Transportation networks have always exposed the limits of private initiative. Roads were among the earliest state-built infrastructures, constructed to move armies, administer territory, and facilitate trade. Their benefits accrued broadly, while their costs were concentrated, giving private actors little incentive to build routes that served entire regions rather than individual users.

Railways followed a similar arc. In the nineteenth century, governments aggressively promoted rail expansion through land grants, financing, and legal charters. Private companies laid tracks and operated trains, but public support made national networks possible. Railways unified markets, accelerated industrialization, and strengthened state authority—until their growing economic power created new problems. Governments stepped in again, this time to regulate rates, safety, and competition, and in wartime even assumed temporary control to ensure reliable logistics.

In the twentieth century, governments repeated this cycle with highways and aviation. Roads and interstate highway systems were publicly planned and financed, because fragmented private toll roads could not support mass mobility or national integration. Air travel required even more coordination: shared airspace, safety standards, air traffic control, and international agreements. Airlines remained private, but the system itself was unmistakably public. Transportation networks worked because governments absorbed long-term risk, enforced common rules, and intervened when coordination failures or market power threatened the system as a whole.

Waste removal and sanitation

Few systems illustrate the necessity of government intervention more clearly than waste removal. By the mid-nineteenth century, rapidly growing cities were overwhelmed by garbage, sewage, and contaminated water. Disease outbreaks were common, and the problem was not ignorance but incentives: no household or business benefited from managing waste properly if others did not.

Markets failed quickly. Private haulers served wealthy neighborhoods, ignored poorer ones, and dumped waste wherever disposal was cheapest. The resulting public health crises forced governments to step in. Cities began organizing universal collection, regulating disposal, and investing in sewers, landfills, and treatment facilities. These systems only worked if participation was mandatory and standards were enforced; waste removal could not function as a voluntary consumer service.

Over time, governments expanded their role from basic sanitation to environmental protection—closing open dumps, regulating hazardous waste, and later promoting recycling.
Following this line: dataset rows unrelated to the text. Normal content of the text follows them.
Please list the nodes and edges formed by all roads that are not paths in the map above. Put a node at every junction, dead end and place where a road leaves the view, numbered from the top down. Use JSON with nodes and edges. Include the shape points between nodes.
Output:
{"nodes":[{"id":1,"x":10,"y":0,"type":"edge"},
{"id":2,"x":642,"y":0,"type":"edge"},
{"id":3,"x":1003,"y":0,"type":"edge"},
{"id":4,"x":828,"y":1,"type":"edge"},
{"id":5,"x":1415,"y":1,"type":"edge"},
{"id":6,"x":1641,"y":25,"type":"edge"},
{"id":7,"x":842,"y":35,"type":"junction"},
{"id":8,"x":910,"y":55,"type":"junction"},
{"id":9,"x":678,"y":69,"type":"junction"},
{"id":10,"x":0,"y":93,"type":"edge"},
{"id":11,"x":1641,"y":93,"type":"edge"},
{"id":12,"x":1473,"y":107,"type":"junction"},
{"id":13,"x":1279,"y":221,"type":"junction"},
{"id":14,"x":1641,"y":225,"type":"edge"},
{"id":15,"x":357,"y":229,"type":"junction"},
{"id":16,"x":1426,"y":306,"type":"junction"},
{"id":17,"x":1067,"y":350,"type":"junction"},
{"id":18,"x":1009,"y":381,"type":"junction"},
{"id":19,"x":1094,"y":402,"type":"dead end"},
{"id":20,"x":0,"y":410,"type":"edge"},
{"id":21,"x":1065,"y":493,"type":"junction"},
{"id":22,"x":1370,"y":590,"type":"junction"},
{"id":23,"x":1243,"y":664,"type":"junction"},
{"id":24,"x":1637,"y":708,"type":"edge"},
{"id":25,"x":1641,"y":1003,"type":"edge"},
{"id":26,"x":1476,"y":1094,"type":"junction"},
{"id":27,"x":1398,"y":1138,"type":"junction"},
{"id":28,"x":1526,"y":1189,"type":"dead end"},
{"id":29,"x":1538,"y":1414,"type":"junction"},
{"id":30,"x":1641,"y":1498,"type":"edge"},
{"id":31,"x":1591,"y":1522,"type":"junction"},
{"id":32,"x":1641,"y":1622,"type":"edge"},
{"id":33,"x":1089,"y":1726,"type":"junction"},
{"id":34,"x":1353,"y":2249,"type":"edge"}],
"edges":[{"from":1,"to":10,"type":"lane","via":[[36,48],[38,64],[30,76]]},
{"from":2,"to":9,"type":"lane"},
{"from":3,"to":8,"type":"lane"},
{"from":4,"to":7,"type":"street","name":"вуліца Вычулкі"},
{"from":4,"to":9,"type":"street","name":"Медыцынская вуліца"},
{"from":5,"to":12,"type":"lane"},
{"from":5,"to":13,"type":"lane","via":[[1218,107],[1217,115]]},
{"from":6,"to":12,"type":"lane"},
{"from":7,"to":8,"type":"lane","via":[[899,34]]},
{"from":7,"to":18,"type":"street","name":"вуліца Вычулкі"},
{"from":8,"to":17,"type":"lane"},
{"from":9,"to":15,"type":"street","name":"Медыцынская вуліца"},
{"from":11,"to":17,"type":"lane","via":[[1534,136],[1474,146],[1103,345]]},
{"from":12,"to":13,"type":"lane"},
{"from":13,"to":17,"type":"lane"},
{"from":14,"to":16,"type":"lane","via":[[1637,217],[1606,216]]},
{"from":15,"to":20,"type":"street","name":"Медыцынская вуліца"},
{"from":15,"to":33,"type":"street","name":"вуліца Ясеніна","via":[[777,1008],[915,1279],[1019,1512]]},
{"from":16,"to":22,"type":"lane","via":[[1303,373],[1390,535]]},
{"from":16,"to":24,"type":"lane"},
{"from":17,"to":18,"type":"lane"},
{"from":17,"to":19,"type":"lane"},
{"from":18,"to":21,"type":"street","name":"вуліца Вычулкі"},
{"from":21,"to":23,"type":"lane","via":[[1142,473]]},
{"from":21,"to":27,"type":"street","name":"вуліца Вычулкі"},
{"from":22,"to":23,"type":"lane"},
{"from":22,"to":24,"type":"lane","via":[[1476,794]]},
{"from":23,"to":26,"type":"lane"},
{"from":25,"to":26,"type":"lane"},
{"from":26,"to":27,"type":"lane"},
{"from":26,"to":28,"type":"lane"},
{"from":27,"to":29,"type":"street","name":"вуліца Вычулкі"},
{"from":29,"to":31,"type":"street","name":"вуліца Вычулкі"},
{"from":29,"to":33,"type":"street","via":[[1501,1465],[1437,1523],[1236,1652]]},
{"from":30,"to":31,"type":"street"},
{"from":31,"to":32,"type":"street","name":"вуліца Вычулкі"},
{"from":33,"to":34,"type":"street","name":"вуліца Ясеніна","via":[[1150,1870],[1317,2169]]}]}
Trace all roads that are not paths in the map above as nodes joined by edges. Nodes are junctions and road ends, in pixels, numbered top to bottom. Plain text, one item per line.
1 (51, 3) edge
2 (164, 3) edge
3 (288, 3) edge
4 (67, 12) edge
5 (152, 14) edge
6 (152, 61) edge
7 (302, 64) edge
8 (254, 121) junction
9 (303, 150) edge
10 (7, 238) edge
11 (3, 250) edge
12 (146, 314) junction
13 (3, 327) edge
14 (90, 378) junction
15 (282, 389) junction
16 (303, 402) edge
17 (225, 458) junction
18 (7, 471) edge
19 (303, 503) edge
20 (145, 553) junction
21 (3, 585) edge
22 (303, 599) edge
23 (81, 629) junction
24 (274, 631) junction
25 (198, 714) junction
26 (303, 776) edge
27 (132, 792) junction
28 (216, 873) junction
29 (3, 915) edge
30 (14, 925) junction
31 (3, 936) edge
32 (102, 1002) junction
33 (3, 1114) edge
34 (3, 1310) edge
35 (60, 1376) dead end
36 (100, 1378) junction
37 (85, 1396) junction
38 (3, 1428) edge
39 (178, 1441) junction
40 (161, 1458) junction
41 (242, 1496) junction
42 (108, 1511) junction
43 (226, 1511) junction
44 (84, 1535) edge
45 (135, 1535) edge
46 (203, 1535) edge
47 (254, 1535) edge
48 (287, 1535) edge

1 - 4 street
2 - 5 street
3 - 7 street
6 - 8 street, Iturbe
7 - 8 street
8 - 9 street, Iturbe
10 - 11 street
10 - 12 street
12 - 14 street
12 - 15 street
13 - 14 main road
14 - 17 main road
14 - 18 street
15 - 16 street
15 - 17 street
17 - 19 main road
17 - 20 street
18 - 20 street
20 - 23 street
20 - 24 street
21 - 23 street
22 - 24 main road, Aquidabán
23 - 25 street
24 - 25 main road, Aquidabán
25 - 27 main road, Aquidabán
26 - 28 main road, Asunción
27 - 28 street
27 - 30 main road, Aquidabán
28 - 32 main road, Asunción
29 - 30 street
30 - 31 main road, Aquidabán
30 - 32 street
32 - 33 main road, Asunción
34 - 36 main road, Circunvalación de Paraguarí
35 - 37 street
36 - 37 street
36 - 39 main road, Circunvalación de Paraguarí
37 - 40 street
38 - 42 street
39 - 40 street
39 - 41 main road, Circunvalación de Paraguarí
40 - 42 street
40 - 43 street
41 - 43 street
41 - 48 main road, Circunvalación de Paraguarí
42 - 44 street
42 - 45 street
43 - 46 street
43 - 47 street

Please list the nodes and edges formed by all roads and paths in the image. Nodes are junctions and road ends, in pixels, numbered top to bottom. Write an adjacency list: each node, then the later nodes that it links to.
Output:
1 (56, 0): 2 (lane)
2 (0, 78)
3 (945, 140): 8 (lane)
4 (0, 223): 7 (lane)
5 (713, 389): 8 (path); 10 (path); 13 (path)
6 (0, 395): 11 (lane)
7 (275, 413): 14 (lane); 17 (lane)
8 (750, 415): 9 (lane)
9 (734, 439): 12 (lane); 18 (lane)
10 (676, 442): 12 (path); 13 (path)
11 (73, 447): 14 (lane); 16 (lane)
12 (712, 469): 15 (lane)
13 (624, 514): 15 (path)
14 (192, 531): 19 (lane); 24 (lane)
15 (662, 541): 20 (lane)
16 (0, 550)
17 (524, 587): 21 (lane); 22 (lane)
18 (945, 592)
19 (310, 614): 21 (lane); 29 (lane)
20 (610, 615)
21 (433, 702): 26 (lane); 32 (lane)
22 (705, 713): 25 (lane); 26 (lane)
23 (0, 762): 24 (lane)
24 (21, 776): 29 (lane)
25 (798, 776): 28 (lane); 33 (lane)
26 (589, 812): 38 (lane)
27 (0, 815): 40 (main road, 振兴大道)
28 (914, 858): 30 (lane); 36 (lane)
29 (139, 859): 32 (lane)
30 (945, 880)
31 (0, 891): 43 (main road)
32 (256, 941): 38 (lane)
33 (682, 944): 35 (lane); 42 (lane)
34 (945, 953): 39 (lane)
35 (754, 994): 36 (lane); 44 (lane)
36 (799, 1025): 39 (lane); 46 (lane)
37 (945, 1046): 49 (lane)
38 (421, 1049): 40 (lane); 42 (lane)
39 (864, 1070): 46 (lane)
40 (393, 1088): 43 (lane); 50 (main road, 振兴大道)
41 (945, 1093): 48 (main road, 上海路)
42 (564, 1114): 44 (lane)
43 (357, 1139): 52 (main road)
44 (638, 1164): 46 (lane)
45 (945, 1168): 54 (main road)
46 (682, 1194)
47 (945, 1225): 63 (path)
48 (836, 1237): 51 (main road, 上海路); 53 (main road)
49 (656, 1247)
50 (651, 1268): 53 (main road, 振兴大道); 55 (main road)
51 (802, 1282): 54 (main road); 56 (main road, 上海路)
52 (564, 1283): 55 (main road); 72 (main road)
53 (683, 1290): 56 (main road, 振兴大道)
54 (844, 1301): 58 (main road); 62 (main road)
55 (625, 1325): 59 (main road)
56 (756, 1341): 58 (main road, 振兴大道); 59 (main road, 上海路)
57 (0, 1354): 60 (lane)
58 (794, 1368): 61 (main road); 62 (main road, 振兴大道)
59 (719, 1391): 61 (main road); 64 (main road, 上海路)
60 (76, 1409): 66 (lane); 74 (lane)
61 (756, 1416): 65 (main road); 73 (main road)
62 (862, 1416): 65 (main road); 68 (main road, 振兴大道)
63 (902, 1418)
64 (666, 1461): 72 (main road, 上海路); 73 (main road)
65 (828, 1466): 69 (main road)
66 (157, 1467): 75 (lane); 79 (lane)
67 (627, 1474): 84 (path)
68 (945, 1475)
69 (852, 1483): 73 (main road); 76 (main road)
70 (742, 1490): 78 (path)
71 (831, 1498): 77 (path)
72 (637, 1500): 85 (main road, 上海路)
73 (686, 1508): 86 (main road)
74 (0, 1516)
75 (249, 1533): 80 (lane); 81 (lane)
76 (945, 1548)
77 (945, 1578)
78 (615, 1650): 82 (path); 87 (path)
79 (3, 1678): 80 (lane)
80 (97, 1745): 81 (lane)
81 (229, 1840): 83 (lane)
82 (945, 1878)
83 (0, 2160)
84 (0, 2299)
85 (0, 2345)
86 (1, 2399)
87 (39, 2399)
The tradeoffs were real: higher taxes, tighter regulation, and limits on private dumping. But the gains were decisive. Waste removal succeeded because governments treated it as essential infrastructure, not as a market waiting to be optimized.

The electric grid

Electricity revealed the limits of competition almost immediately. Power plants and transmission lines required massive upfront investment and functioned best as integrated systems. Early private utilities competed briefly, then collapsed into monopolies, leaving consumers exposed to unreliable service and abusive pricing.

Governments responded by reshaping the sector. Public utility commissions granted exclusive service territories in exchange for oversight, price regulation, and an obligation to serve all customers. Governments also financed and built infrastructure that private firms could not justify on their own—hydroelectric dams, rural electrification, and regional transmission networks that tied systems together.

Later reforms introduced competition in electricity generation, but governments retained control over transmission, reliability, and system planning. The result was not perfect—political influence and slower innovation came with regulation—but electricity became universal and dependable. The grid scaled not because markets competed their way to efficiency, but because governments coordinated a system that could not tolerate fragmentation or failure.